▶ WHAT THE TASK REQUIRES: The pictures are to be left out, and all remaining data is to be transcribed exactly as it appears.

▶ SOURCE DATA:
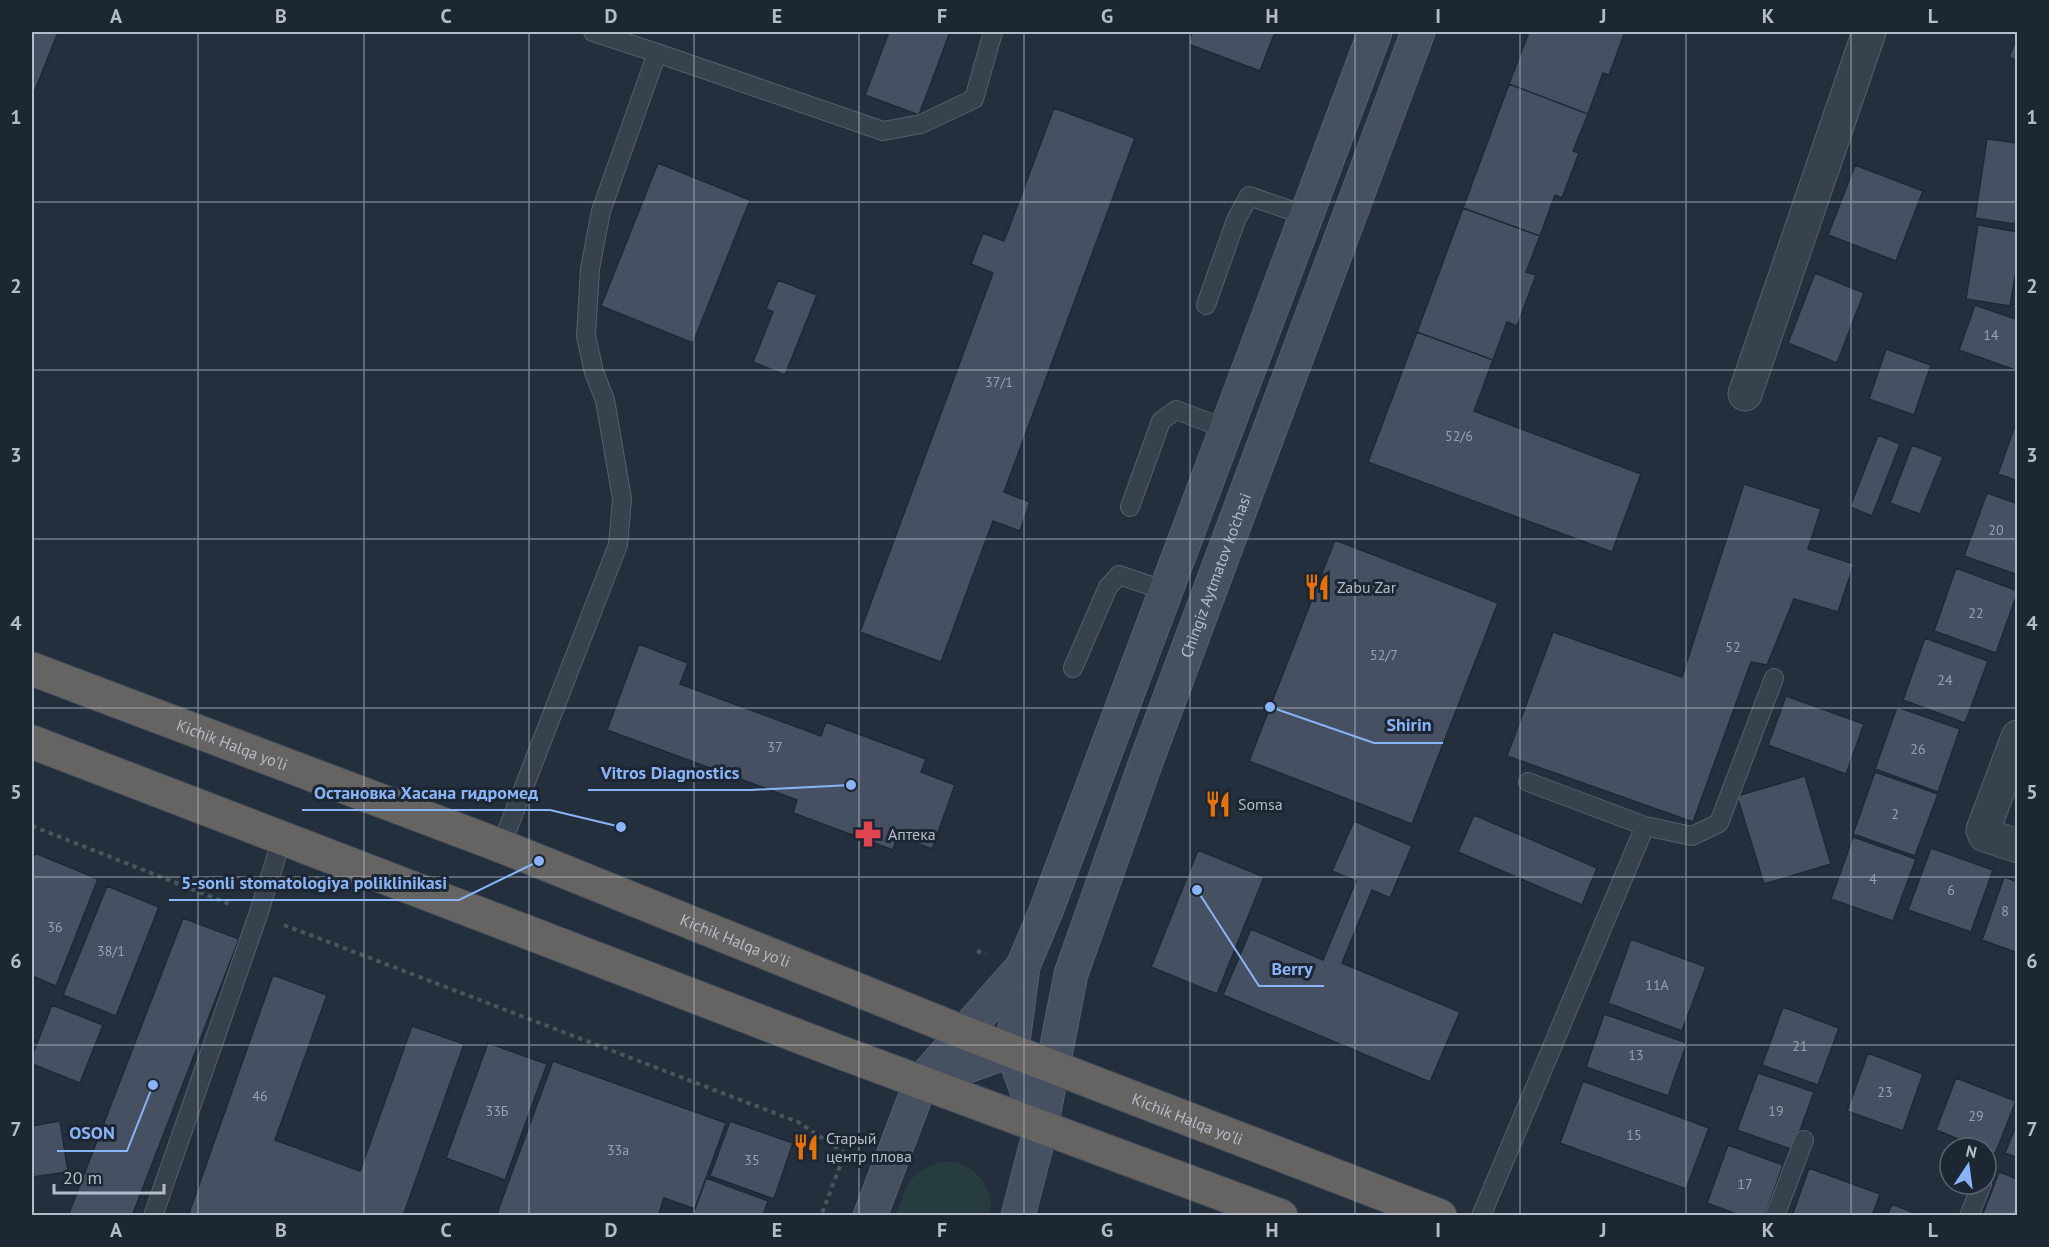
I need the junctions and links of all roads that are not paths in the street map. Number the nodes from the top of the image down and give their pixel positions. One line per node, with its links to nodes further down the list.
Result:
1 (593, 32): 6 (lane)
2 (993, 32): 6 (lane)
3 (1376, 32): 7 (main road)
4 (1418, 32): 26 (main road, Chingiz Aytmatov ko'chasi)
5 (1869, 32): 9 (street)
6 (657, 53): 21 (lane)
7 (1306, 216): 8 (lane); 10 (main road)
8 (1206, 305)
9 (1746, 394)
10 (1226, 429): 11 (lane); 12 (main road)
11 (1130, 507)
12 (1166, 591): 13 (lane); 23 (main road)
13 (1073, 668)
14 (32, 669): 21 (highway, Kichik Halqa yo'li)
15 (1774, 678): 19 (lane)
16 (2018, 737): 22 (street)
17 (32, 742): 20 (highway)
18 (1528, 782): 19 (lane)
19 (1645, 826): 36 (lane)
20 (282, 839): 27 (highway); 31 (lane)
21 (501, 846): 24 (highway, Kichik Halqa yo'li)
22 (2018, 846)
23 (1023, 966): 24 (main road); 25 (main road)
24 (965, 1033): 25 (highway, Kichik Halqa yo'li); 27 (main road)
25 (1012, 1050): 26 (highway, Kichik Halqa yo'li); 27 (main road); 28 (main road)
26 (1052, 1065): 28 (main road, Chingiz Aytmatov ko'chasi); 35 (highway, Kichik Halqa yo'li)
27 (921, 1082): 28 (highway); 32 (main road)
28 (1041, 1127): 33 (main road, Chingiz Aytmatov ko'chasi); 34 (highway)
29 (1804, 1140): 37 (lane)
30 (1977, 1196): 38 (lane)
31 (153, 1215)
32 (870, 1215)
33 (1018, 1215)
34 (1281, 1215)
35 (1440, 1215)
36 (1481, 1215)
37 (1775, 1215)
38 (1969, 1215)

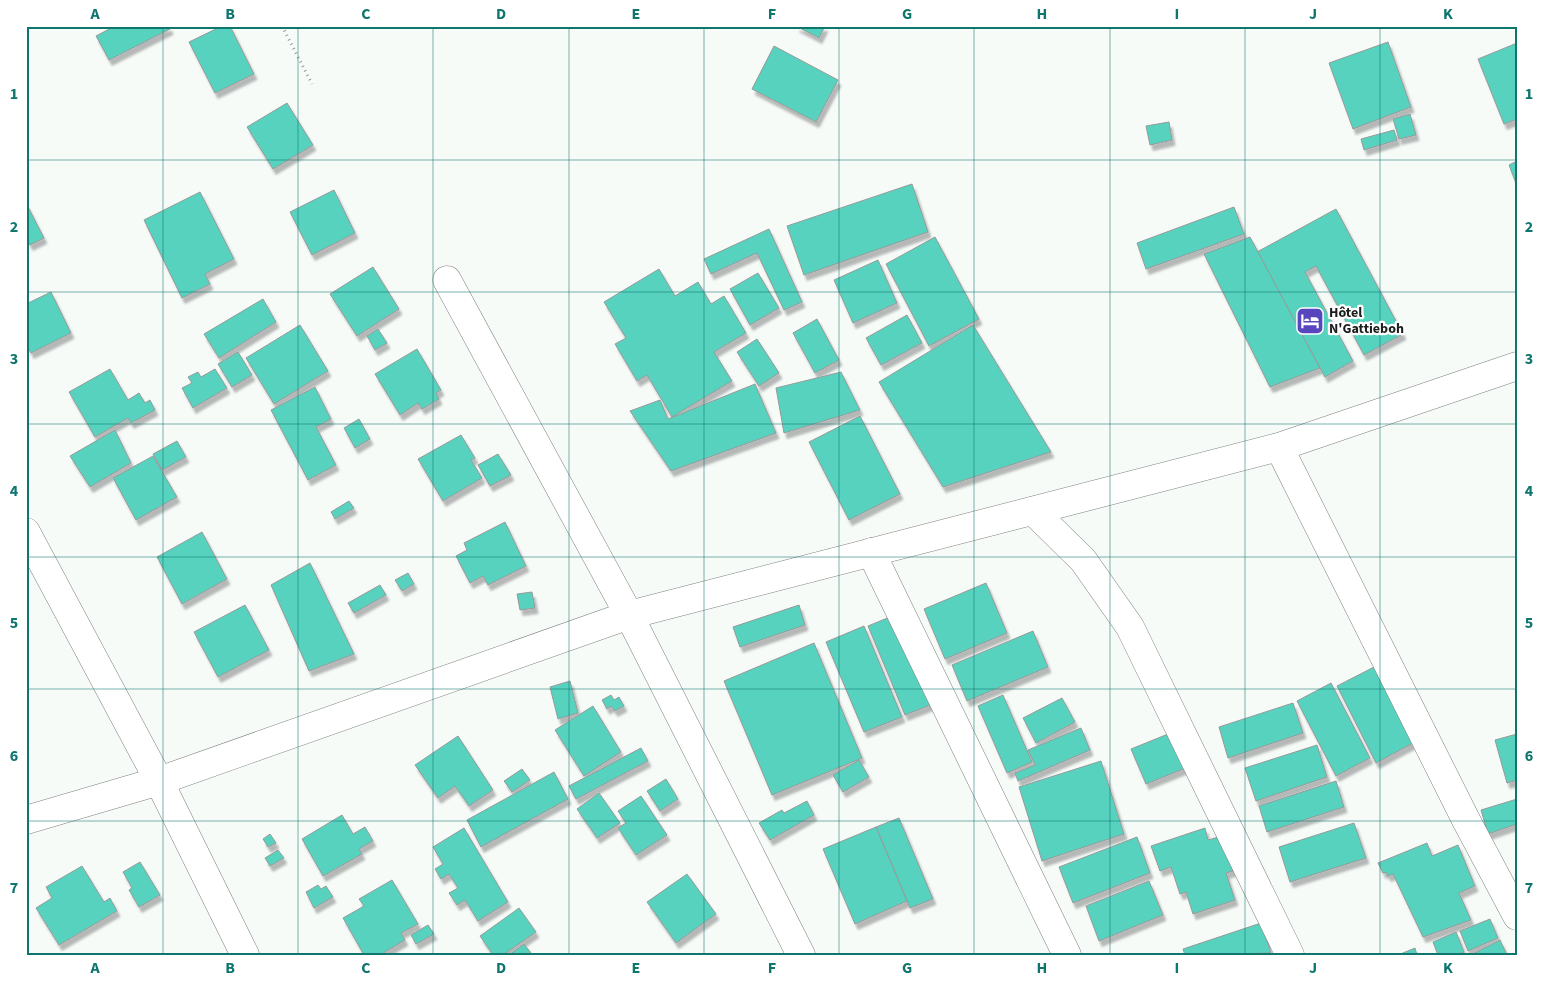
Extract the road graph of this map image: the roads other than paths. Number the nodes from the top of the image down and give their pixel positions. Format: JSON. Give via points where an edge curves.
{"nodes":[{"id":1,"x":447,"y":280,"type":"dead end"},
{"id":2,"x":1517,"y":366,"type":"edge"},
{"id":3,"x":1279,"y":447,"type":"junction"},
{"id":4,"x":1033,"y":511,"type":"junction"},
{"id":5,"x":26,"y":532,"type":"edge"},
{"id":6,"x":871,"y":552,"type":"junction"},
{"id":7,"x":629,"y":615,"type":"junction"},
{"id":8,"x":159,"y":781,"type":"junction"},
{"id":9,"x":26,"y":820,"type":"edge"},
{"id":10,"x":1517,"y":916,"type":"edge"},
{"id":11,"x":245,"y":955,"type":"edge"},
{"id":12,"x":801,"y":955,"type":"edge"},
{"id":13,"x":1067,"y":955,"type":"edge"},
{"id":14,"x":1290,"y":955,"type":"edge"}],
"edges":[{"from":1,"to":7,"type":"street"},
{"from":2,"to":3,"type":"street"},
{"from":3,"to":4,"type":"street"},
{"from":3,"to":10,"type":"street"},
{"from":4,"to":6,"type":"street"},
{"from":4,"to":14,"type":"street","via":[[1083,560],[1130,627]]},
{"from":5,"to":8,"type":"street"},
{"from":6,"to":7,"type":"street"},
{"from":6,"to":13,"type":"street"},
{"from":7,"to":8,"type":"street"},
{"from":7,"to":12,"type":"street"},
{"from":8,"to":9,"type":"street"},
{"from":8,"to":11,"type":"street"}]}
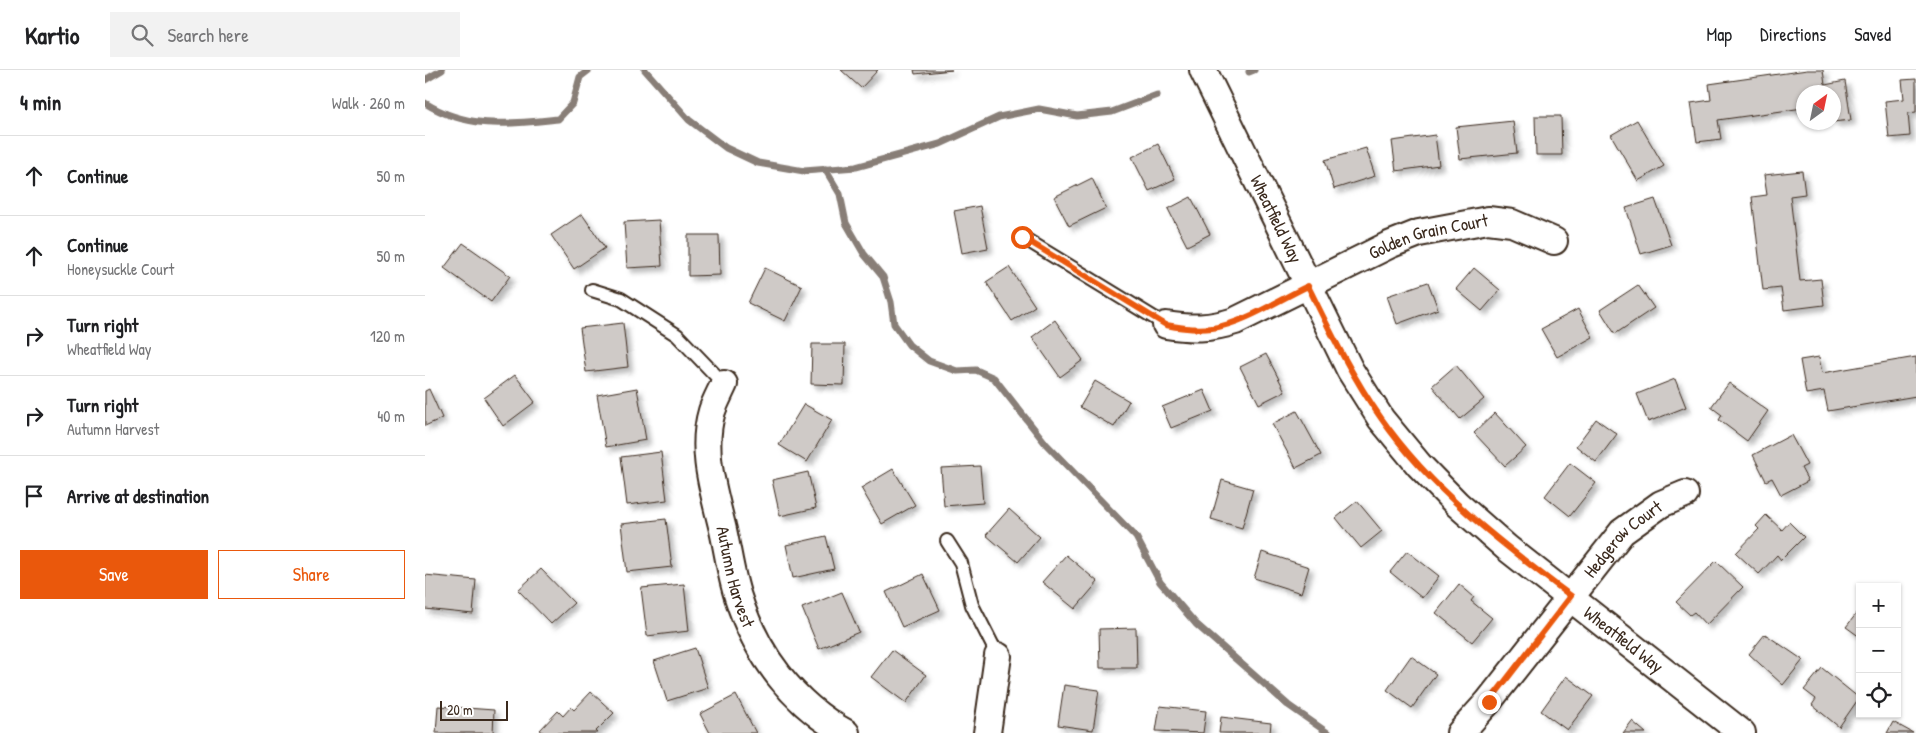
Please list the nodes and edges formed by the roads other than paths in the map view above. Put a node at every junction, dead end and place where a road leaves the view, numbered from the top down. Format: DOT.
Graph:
graph roads {
  1 [pos="1203,70"];
  2 [pos="1022,237"];
  3 [pos="1554,241"];
  4 [pos="1308,286"];
  5 [pos="592,290"];
  6 [pos="1166,325"];
  7 [pos="724,384"];
  8 [pos="1685,494"];
  9 [pos="947,540"];
  10 [pos="1571,596"];
  11 [pos="998,656"];
  12 [pos="846,733"];
  13 [pos="987,733"];
  14 [pos="1460,733"];
  15 [pos="1742,733"];
  1 -- 4 [label="street, Wheatfield Way"];
  2 -- 6 [label="lane"];
  3 -- 4 [label="street, Golden Grain Court"];
  4 -- 6 [label="street, Golden Grain Court"];
  4 -- 10 [label="street, Wheatfield Way"];
  5 -- 7 [label="lane"];
  7 -- 12 [label="street, Autumn Harvest"];
  8 -- 10 [label="street, Hedgerow Court"];
  9 -- 11 [label="lane"];
  10 -- 14 [label="street"];
  10 -- 15 [label="street, Wheatfield Way"];
  11 -- 13 [label="street"];
}
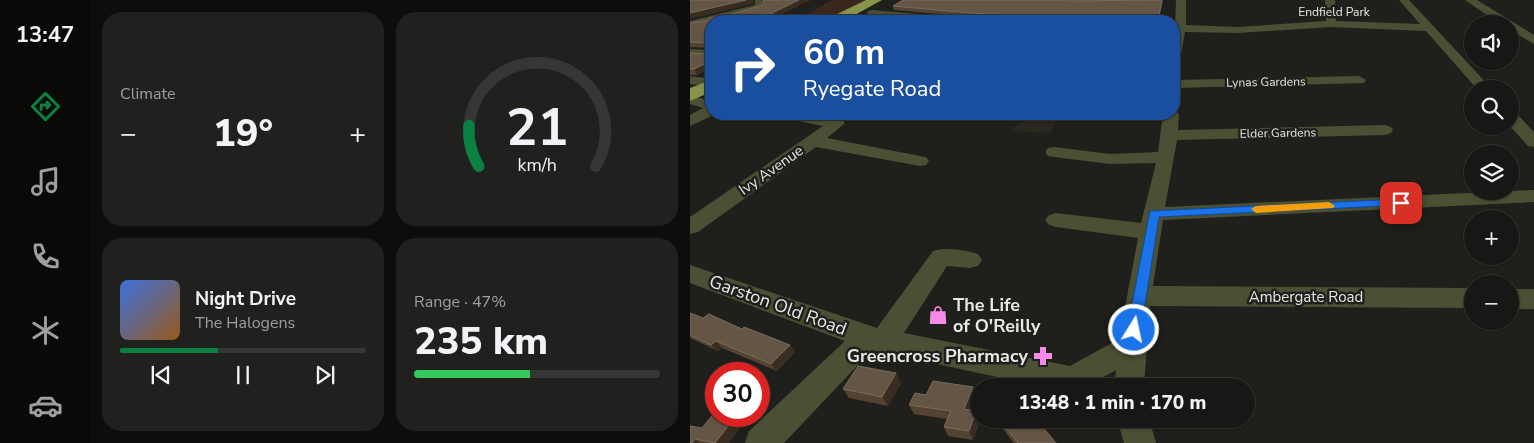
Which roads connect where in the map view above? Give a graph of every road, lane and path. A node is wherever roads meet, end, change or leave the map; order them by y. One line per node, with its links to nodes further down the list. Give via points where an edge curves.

▶ RESULT FOR THIS EXERCISE:
I need the junctions and links of all roads that are not paths in the street map. Number the nodes from the top of the image down and give their pixel positions. One line per node, with its links to nodes further down the list.
Result:
1 (593, 32): 6 (lane)
2 (993, 32): 6 (lane)
3 (1376, 32): 7 (main road)
4 (1418, 32): 26 (main road, Chingiz Aytmatov ko'chasi)
5 (1869, 32): 9 (street)
6 (657, 53): 21 (lane)
7 (1306, 216): 8 (lane); 10 (main road)
8 (1206, 305)
9 (1746, 394)
10 (1226, 429): 11 (lane); 12 (main road)
11 (1130, 507)
12 (1166, 591): 13 (lane); 23 (main road)
13 (1073, 668)
14 (32, 669): 21 (highway, Kichik Halqa yo'li)
15 (1774, 678): 19 (lane)
16 (2018, 737): 22 (street)
17 (32, 742): 20 (highway)
18 (1528, 782): 19 (lane)
19 (1645, 826): 36 (lane)
20 (282, 839): 27 (highway); 31 (lane)
21 (501, 846): 24 (highway, Kichik Halqa yo'li)
22 (2018, 846)
23 (1023, 966): 24 (main road); 25 (main road)
24 (965, 1033): 25 (highway, Kichik Halqa yo'li); 27 (main road)
25 (1012, 1050): 26 (highway, Kichik Halqa yo'li); 27 (main road); 28 (main road)
26 (1052, 1065): 28 (main road, Chingiz Aytmatov ko'chasi); 35 (highway, Kichik Halqa yo'li)
27 (921, 1082): 28 (highway); 32 (main road)
28 (1041, 1127): 33 (main road, Chingiz Aytmatov ko'chasi); 34 (highway)
29 (1804, 1140): 37 (lane)
30 (1977, 1196): 38 (lane)
31 (153, 1215)
32 (870, 1215)
33 (1018, 1215)
34 (1281, 1215)
35 (1440, 1215)
36 (1481, 1215)
37 (1775, 1215)
38 (1969, 1215)

Extract the road graph of this map image: the roads other than paths. Number the nodes from the top of the image down and give their pixel positions. Format: JSON. Give via points where an edge curves.
{"nodes":[{"id":1,"x":447,"y":280,"type":"dead end"},
{"id":2,"x":1517,"y":366,"type":"edge"},
{"id":3,"x":1279,"y":447,"type":"junction"},
{"id":4,"x":1033,"y":511,"type":"junction"},
{"id":5,"x":26,"y":532,"type":"edge"},
{"id":6,"x":871,"y":552,"type":"junction"},
{"id":7,"x":629,"y":615,"type":"junction"},
{"id":8,"x":159,"y":781,"type":"junction"},
{"id":9,"x":26,"y":820,"type":"edge"},
{"id":10,"x":1517,"y":916,"type":"edge"},
{"id":11,"x":245,"y":955,"type":"edge"},
{"id":12,"x":801,"y":955,"type":"edge"},
{"id":13,"x":1067,"y":955,"type":"edge"},
{"id":14,"x":1290,"y":955,"type":"edge"}],
"edges":[{"from":1,"to":7,"type":"street"},
{"from":2,"to":3,"type":"street"},
{"from":3,"to":4,"type":"street"},
{"from":3,"to":10,"type":"street"},
{"from":4,"to":6,"type":"street"},
{"from":4,"to":14,"type":"street","via":[[1083,560],[1130,627]]},
{"from":5,"to":8,"type":"street"},
{"from":6,"to":7,"type":"street"},
{"from":6,"to":13,"type":"street"},
{"from":7,"to":8,"type":"street"},
{"from":7,"to":12,"type":"street"},
{"from":8,"to":9,"type":"street"},
{"from":8,"to":11,"type":"street"}]}
Please list the nodes and edges formed by the roads other than paths in the map view above. Put a node at every junction, dead end and place where a road leaves the view, numbered from the top down. Format: DOT.
Graph:
graph roads {
  1 [pos="1203,70"];
  2 [pos="1022,237"];
  3 [pos="1554,241"];
  4 [pos="1308,286"];
  5 [pos="592,290"];
  6 [pos="1166,325"];
  7 [pos="724,384"];
  8 [pos="1685,494"];
  9 [pos="947,540"];
  10 [pos="1571,596"];
  11 [pos="998,656"];
  12 [pos="846,733"];
  13 [pos="987,733"];
  14 [pos="1460,733"];
  15 [pos="1742,733"];
  1 -- 4 [label="street, Wheatfield Way"];
  2 -- 6 [label="lane"];
  3 -- 4 [label="street, Golden Grain Court"];
  4 -- 6 [label="street, Golden Grain Court"];
  4 -- 10 [label="street, Wheatfield Way"];
  5 -- 7 [label="lane"];
  7 -- 12 [label="street, Autumn Harvest"];
  8 -- 10 [label="street, Hedgerow Court"];
  9 -- 11 [label="lane"];
  10 -- 14 [label="street"];
  10 -- 15 [label="street, Wheatfield Way"];
  11 -- 13 [label="street"];
}
Which roads connect where in the map view above? Give a graph of every road, lane and path. A node is wherever roads meet, end, change or leave the map; order them by y. One line per node, with its links to nodes further down the list. Give via points where an edge curves.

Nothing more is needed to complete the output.